* [Assigned task]: Give again, exactly as written, each line of the material below starting at the line that contains "translate:0 -50%; text-align:left" and ending at the line that contains "position:absolute; left:496px; top:8px;". Both ends count, and no other line does.

* [Entries provided]:
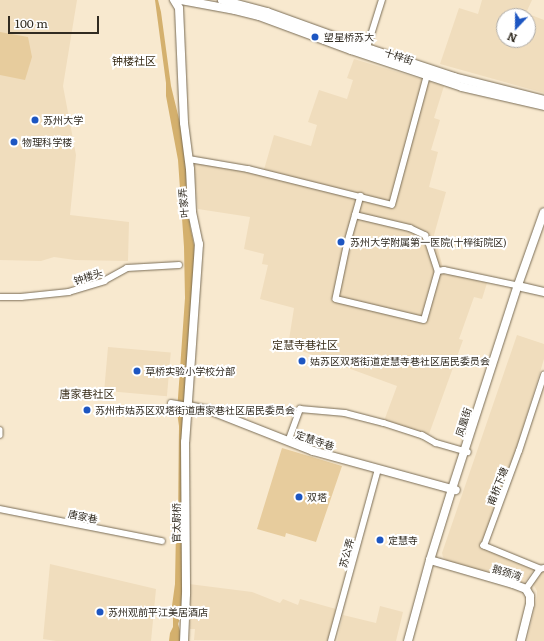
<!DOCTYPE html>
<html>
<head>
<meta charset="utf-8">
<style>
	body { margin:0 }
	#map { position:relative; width:544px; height:641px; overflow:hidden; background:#f8e9cf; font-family:Literata,"Noto Sans SC",serif }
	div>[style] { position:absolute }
	.built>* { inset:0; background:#f0ddbd; transform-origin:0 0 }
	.green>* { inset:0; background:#e7cc9d }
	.water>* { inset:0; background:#d4b06d }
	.roads { filter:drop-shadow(0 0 1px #7a6d56) drop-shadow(0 0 1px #7a6d56) }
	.street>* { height:5.5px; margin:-2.75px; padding:0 2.75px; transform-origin:2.75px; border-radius:2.75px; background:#fff }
	.secondary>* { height:8px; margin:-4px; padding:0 4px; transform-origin:4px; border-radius:4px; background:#fff }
	.dots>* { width:11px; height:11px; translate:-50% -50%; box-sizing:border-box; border:2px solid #fff; border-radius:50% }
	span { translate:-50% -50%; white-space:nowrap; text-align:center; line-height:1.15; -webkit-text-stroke:4px #fff; paint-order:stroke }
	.poi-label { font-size:10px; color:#312b21 }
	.left { translate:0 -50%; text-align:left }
	.street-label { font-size:10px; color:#312b21 }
	.neighbourhood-label { font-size:11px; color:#382c17 }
	.north { position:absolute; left:496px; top:8px; width:40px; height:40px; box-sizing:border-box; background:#fff; border:1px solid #adaaa6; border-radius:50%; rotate:202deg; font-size:11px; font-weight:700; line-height:16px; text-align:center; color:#312b21 }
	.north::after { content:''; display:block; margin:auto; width:14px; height:18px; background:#1d56c2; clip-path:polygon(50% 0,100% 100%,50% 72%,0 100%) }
	.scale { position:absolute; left:8px; top:16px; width:91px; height:18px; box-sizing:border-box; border:2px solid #312b21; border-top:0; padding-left:5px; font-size:12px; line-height:14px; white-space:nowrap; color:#312b21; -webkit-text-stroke:3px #fff; paint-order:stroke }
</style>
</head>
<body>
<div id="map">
	<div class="built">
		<div style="clip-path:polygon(0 0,77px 0,63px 86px,76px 155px,70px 215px,129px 222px,128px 261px,75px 260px,54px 257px,41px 261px,0 260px)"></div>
		<div style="clip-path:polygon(evenodd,482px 0,532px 0,526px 13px,544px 20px,544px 93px,440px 64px,459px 8px,478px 14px,482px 0,504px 16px,528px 16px,528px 40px,504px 40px,504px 16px)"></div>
		<div style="clip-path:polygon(354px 59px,444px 86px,434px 118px,440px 120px,431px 150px,438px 152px,429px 187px,446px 192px,434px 235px,445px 275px,455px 275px,487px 283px,482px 299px,474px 297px,459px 339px,463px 340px,429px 434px,412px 432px,384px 421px,397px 386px,288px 346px,294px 308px,260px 299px,268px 265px,262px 264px,264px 254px,244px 249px,250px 217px,198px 209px,193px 160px,263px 173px,274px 135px,311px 146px,317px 125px,308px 122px,319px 90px,347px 99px,353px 80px,347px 78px)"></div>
		<div style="clip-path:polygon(517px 335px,544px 344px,544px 359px,517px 447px,481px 547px,534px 569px,524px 583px,449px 563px,443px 557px,442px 553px)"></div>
		<div style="left:108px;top:347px;width:63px;height:44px;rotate:5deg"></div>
		<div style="clip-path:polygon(50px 564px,156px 589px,151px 641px,56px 641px,43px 639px)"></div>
		<div style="clip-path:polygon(544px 570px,544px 641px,527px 641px,537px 596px,537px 591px,533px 584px)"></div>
		<div style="clip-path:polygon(189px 584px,252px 592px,280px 603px,283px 599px,298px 605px,300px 599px,336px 609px,328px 641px,194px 640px,195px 629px,190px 629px)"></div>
		<div style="clip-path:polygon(380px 606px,403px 612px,396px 641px,337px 641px,343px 615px,376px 623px)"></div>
	</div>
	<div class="green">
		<div style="clip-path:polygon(0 32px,28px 37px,32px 57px,25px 80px,0 75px)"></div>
		<div style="clip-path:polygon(282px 448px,342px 466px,316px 542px,286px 533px,285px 537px,257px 529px)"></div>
	</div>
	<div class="water">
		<div style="clip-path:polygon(155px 0,158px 0,161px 12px,171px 86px,187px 152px,190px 226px,194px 245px,195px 284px,181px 615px,178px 624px,180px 631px,180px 641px,169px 641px,170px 633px,173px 627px,173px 618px,171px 613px,175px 584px,176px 528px,178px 528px,179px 426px,177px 412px,185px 298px,184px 247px,178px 160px,166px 96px,166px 83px)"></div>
	</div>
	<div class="roads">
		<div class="street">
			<div style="left:366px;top:51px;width:53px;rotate:-72.6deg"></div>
			<div style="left:189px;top:159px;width:60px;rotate:9.6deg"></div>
			<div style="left:248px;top:169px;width:148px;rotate:14deg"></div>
			<div style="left:392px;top:205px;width:138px;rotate:-74.9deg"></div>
			<div style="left:361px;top:196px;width:48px;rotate:105.8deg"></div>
			<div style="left:348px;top:242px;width:58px;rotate:101.9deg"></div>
			<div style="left:336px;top:299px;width:90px;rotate:13.4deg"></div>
			<div style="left:424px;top:320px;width:51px;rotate:-74.1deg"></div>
			<div style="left:438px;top:271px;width:6px;rotate:-9deg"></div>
			<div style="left:444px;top:270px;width:78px;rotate:11.9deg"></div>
			<div style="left:355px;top:215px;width:57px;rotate:13.3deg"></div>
			<div style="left:410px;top:228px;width:17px;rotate:25deg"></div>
			<div style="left:425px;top:235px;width:9px;rotate:63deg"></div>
			<div style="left:429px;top:243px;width:29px;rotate:72deg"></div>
			<div style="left:0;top:297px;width:21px"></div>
			<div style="left:21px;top:297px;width:48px;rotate:-5.9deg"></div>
			<div style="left:69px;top:292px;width:37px;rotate:-17deg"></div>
			<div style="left:104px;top:281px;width:26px;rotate:-29deg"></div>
			<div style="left:127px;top:268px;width:52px;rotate:-3.3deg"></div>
			<div style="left:171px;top:403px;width:17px;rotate:10deg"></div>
			<div style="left:0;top:430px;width:5px;rotate:90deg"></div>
			<div style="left:288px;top:442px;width:35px;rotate:-70deg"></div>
			<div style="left:300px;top:409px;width:45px;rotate:5.1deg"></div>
			<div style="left:345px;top:413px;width:40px;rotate:14.4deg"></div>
			<div style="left:384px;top:423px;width:40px;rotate:18deg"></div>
			<div style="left:422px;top:435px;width:16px;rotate:30deg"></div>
			<div style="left:436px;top:443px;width:33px;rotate:16deg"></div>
			<div style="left:0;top:509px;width:165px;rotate:11.2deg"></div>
			<div style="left:540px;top:569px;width:61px;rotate:-157.7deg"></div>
			<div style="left:484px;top:546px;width:101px;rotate:-69.8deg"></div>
			<div style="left:519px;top:451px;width:80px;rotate:-71.8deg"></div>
			<div style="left:526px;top:589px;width:24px;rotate:-55deg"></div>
			<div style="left:540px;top:569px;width:4px;rotate:-14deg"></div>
			<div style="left:331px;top:641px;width:178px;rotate:-74.7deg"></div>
		</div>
		<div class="secondary">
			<div style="left:174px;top:0;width:9px;rotate:58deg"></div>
			<div style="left:179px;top:8px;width:115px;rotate:87.5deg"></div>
			<div style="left:184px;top:123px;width:46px;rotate:82.6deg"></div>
			<div style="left:190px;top:169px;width:43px;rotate:87.3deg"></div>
			<div style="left:192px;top:212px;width:33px;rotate:78deg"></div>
			<div style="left:199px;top:244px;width:198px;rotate:94deg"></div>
			<div style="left:185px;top:442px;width:152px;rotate:89.6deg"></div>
			<div style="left:186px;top:594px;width:47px;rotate:92.4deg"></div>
			<div style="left:181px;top:0;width:55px;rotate:10.5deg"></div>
			<div style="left:235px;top:10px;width:25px;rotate:14deg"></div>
			<div style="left:259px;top:16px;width:98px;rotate:20.3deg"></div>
			<div style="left:351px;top:50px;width:117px;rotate:18.4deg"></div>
			<div style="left:462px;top:87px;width:84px;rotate:13deg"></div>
			<div style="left:222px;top:0;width:47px;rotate:14.9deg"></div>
			<div style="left:267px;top:12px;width:106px;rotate:19.8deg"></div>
			<div style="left:367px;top:48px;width:92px;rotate:18.4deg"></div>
			<div style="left:454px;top:77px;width:93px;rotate:14.3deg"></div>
			<div style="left:522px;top:287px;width:23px;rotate:13deg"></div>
			<div style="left:188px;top:406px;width:21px;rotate:11deg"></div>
			<div style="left:209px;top:410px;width:112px;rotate:21.5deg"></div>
			<div style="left:313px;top:451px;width:148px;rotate:15.3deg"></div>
			<div style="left:430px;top:560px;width:86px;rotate:16.1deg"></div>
			<div style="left:513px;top:584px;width:14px;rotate:21deg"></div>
			<div style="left:526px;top:589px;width:8px;rotate:60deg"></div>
			<div style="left:530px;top:596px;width:8px;rotate:90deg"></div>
			<div style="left:530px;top:604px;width:38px;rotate:104deg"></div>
			<div style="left:408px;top:641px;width:84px;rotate:-74.8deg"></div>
			<div style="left:430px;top:560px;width:74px;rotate:-72.8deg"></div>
			<div style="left:452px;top:489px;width:214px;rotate:-72.1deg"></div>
			<div style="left:518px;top:285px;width:77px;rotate:-70.4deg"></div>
		</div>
	</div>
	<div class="dots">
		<div style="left:315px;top:37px;background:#1d56c2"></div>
		<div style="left:35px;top:120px;background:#1d56c2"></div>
		<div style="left:14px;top:142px;background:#1d56c2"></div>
		<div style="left:341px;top:242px;background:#1d56c2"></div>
		<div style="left:302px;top:361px;background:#1d56c2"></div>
		<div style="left:137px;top:371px;background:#1d56c2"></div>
		<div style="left:87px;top:410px;background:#1d56c2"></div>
		<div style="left:299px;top:497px;background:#1d56c2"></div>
		<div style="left:380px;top:540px;background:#1d56c2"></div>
		<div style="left:100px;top:612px;background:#1d56c2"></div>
	</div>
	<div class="poi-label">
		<span class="left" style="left:324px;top:37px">望星桥苏大</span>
		<span class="left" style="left:43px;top:120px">苏州大学</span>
		<span class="left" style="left:22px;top:142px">物理科学楼</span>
		<span class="left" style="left:350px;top:242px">苏州大学附属第一医院(十梓街院区)</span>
		<span class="left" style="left:310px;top:361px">姑苏区双塔街道定慧寺巷社区居民委员会</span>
		<span class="left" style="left:145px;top:371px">草桥实验小学校分部</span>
		<span class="left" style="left:95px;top:410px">苏州市姑苏区双塔街道唐家巷社区居民委员会</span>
		<span class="left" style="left:307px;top:497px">双塔</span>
		<span class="left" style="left:388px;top:540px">定慧寺</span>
		<span class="left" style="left:108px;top:612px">苏州观前平江美居酒店</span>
	</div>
	<div class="street-label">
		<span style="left:399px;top:56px;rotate:18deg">十梓街</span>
		<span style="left:183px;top:203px;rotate:-95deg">叶家弄</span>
		<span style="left:88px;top:276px;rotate:-19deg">钟楼头</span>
		<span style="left:463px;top:422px;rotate:-72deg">凤凰街</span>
		<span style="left:315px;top:440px;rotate:18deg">定慧寺巷</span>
		<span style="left:497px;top:486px;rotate:-69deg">甫桥下塘</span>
		<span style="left:83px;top:516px;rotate:11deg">唐家巷</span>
		<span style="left:176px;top:523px;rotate:-90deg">官太尉桥</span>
		<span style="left:346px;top:553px;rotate:-75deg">苏公弄</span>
		<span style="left:507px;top:572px;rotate:17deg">鹅颈湾</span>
	</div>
	<div class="neighbourhood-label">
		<span style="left:134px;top:60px">钟楼社区</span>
		<span style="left:305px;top:344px">定慧寺巷社区</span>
		<span style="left:87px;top:393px">唐家巷社区</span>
	</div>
	<div class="north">N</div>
	<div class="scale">100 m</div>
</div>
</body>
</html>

* [Output of the exercise]:
	.left { translate:0 -50%; text-align:left }
	.street-label { font-size:10px; color:#312b21 }
	.neighbourhood-label { font-size:11px; color:#382c17 }
	.north { position:absolute; left:496px; top:8px; width:40px; height:40px; box-sizing:border-box; background:#fff; border:1px solid #adaaa6; border-radius:50%; rotate:202deg; font-size:11px; font-weight:700; line-height:16px; text-align:center; color:#312b21 }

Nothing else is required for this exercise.